The plan also aims to foster innovation to help governments better serve their people and keep them secure, the president said, adding that development banks will be modernized to direct investment and help governments deliver on their promises.
He proposed reforms and pledged U.S. capital to the private sector lending arm of the Inter-American Development Bank “to help capitalize on the critical flow of private capital in the region.”
Biden also said the partnership intends to “tackle the climate crisis head-on,” stating, “When I hear climate, I think jobs. Good-paying, high-quality jobs will help speed our transition to a green economy of the future and unleash sustainable growth.”
The president transitioned from jobs into the announcement of his Los Angeles Declaration, an initiative to manage migration in the western hemisphere, which he plans to sign on Friday.
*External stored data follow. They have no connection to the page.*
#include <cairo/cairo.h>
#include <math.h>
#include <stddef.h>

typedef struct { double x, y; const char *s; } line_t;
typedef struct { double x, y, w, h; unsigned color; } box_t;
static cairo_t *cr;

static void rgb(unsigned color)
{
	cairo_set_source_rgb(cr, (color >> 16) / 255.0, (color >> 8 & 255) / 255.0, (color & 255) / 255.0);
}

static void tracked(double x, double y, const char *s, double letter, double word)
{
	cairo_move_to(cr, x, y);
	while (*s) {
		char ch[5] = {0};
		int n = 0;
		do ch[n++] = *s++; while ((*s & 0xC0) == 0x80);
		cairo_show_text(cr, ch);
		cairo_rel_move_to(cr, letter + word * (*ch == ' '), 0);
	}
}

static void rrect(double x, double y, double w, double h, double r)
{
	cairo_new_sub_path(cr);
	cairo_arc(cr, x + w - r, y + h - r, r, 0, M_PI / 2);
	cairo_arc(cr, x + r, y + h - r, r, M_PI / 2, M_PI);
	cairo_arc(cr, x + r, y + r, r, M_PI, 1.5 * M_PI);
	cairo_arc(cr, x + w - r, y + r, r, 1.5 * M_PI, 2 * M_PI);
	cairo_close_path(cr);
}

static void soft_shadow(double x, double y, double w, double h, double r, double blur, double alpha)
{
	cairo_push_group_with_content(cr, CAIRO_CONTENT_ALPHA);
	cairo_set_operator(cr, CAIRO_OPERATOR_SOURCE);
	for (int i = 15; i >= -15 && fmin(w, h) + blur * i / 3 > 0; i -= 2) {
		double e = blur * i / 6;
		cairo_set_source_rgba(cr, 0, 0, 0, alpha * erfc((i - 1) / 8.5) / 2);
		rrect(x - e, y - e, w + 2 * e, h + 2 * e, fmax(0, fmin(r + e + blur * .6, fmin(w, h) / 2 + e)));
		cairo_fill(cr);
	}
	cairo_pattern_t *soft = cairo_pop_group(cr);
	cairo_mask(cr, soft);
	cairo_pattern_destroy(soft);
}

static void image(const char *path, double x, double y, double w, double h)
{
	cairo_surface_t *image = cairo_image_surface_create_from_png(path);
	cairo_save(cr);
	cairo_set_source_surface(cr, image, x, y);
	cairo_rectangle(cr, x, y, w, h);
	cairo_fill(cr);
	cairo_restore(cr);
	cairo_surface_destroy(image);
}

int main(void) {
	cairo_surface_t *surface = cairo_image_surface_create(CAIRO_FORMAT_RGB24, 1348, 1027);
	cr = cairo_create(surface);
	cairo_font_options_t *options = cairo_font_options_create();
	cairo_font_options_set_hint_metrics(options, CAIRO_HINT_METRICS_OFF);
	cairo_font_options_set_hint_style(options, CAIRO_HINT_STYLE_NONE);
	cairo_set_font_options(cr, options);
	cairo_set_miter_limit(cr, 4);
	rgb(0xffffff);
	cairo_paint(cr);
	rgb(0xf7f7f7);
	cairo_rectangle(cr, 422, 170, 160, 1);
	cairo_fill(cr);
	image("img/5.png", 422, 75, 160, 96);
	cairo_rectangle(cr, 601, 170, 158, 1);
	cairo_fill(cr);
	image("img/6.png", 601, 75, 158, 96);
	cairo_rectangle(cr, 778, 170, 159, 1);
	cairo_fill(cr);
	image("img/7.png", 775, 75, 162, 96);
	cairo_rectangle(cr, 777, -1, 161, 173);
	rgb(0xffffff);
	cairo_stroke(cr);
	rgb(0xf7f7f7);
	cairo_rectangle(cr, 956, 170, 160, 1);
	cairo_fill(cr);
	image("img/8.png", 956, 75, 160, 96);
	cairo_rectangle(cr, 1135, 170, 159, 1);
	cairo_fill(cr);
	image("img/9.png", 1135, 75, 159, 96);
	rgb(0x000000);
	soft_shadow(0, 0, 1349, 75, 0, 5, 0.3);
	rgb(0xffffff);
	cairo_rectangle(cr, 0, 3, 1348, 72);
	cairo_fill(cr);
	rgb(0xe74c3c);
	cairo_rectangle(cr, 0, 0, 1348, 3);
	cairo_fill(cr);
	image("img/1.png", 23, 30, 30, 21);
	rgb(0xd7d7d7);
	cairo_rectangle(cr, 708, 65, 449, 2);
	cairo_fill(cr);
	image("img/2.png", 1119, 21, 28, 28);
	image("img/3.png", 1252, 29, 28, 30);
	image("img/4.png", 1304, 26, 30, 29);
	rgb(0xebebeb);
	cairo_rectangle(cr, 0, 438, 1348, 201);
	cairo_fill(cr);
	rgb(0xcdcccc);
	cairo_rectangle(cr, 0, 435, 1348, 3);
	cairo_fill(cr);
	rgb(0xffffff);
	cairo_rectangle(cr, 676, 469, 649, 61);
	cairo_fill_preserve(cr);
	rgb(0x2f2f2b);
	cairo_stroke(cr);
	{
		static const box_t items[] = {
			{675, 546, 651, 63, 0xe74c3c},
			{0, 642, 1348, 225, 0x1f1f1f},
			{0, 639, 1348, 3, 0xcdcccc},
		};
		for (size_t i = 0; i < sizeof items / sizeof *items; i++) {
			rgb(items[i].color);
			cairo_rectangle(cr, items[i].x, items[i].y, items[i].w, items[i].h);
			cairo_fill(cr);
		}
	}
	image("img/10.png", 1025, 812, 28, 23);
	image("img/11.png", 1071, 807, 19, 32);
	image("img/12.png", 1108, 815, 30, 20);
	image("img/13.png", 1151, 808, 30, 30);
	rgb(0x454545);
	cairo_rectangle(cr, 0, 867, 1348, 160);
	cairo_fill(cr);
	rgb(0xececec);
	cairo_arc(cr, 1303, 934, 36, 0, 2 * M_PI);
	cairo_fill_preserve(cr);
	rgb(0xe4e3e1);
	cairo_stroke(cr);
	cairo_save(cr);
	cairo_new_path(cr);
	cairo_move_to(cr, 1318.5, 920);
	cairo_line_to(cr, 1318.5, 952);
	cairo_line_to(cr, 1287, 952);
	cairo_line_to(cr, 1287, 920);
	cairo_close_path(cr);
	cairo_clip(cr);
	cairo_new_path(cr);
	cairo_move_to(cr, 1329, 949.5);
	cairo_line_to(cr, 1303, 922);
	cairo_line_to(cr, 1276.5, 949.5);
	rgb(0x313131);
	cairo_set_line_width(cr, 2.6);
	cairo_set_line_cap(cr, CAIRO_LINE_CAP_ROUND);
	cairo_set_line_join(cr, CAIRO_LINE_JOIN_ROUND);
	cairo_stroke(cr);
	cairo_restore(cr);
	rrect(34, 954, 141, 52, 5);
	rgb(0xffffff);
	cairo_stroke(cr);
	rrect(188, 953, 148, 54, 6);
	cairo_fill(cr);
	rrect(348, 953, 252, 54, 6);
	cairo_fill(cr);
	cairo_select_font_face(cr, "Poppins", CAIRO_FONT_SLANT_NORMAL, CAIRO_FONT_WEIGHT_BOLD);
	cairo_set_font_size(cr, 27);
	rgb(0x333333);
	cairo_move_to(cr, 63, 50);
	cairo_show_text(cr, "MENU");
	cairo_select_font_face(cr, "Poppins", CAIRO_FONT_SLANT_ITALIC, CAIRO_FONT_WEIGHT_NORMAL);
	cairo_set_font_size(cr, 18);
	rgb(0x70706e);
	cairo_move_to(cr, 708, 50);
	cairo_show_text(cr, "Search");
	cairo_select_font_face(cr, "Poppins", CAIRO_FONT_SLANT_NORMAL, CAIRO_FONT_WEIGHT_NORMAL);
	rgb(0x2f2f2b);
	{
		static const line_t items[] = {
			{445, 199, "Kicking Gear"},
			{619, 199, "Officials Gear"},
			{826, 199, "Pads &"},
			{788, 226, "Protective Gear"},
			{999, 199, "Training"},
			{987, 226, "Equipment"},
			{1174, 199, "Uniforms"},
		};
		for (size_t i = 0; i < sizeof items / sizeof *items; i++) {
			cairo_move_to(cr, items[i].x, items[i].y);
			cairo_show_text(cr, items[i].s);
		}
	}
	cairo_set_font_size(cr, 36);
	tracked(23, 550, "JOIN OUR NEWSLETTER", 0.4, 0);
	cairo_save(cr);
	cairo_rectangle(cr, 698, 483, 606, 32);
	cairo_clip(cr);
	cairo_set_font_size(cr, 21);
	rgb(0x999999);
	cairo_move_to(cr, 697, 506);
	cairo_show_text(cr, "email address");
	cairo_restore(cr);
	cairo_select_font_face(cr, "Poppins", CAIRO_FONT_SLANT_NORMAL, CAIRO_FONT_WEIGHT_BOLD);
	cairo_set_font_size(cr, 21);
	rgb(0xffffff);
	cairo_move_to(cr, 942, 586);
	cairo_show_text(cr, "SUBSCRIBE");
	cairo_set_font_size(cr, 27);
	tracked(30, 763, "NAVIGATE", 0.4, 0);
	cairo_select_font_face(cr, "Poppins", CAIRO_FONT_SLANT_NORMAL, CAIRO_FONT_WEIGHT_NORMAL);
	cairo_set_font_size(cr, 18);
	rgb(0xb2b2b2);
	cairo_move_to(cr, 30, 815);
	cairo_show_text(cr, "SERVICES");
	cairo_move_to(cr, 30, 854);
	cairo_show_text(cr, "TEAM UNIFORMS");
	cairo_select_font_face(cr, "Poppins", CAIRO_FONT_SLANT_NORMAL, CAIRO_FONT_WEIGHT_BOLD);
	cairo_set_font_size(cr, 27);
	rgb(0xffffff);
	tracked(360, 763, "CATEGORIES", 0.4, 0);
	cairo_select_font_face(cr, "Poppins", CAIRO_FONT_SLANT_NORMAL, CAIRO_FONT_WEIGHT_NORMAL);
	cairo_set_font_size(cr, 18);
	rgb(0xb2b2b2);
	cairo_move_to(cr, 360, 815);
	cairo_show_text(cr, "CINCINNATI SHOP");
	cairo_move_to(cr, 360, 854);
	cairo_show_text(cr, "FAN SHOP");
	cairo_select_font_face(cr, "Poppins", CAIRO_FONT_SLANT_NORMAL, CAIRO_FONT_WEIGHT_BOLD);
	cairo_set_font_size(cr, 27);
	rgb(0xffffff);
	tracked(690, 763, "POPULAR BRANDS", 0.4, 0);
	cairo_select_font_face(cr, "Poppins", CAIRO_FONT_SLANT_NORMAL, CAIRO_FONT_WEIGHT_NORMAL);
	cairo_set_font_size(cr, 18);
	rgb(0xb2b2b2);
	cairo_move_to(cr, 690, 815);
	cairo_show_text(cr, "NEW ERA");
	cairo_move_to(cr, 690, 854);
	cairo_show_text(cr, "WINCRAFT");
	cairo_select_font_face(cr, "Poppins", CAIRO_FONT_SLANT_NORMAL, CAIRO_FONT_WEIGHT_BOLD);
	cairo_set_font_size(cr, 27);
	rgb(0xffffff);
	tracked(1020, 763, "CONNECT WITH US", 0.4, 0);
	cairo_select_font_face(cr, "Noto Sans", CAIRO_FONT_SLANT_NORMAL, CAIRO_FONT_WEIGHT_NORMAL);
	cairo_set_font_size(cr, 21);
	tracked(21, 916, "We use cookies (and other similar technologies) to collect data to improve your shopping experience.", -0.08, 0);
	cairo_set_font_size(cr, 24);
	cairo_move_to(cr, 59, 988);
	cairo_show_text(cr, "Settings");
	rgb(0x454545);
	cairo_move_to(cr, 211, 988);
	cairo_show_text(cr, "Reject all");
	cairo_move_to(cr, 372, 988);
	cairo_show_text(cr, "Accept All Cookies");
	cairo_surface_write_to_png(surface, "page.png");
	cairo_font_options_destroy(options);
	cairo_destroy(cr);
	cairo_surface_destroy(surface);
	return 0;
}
“That’s what this is all about: responding to basic human desires that we share for dignity, for safety, for security. And when those basics are absent in one place, that’s when people make the desperate decision to seek them elsewhere,” he said.
But Biden walked a fine and somewhat ambivalent line when expressing the vision that will drive the declaration.
“Safe and orderly migration is good for all of our economies, including the United States. It can be a catalyst for sustainable growth,” the president said. “But unlawful migration is not acceptable. We will enforce our borders, including through innovative coordinated actions with our regional partners.”
Yael Schacher, deputy director for the Americas and Europe at Refugees International, said in a phone interview that “the goal of the Biden administration clearly is to keep people where they are in other countries in the region, to have countries like Ecuador and Colombia create policies that will allow migrants who are there to stay there, not continue to travel northward in caravans or otherwise.”
But assisting countries with large migrant populations “does not diminish the need and responsibility of the United States to support the large number of immigrants in the United States and asylum seekers at its own southern border,” she said. “The United States must do at home what it is asking other countries to do.”
The leader of a caravan of over 14,000 migrants that left Tapachula, Mexico, on Monday called on President Biden and other summit attendees to put their needs first when making plans on controlling migration in the region.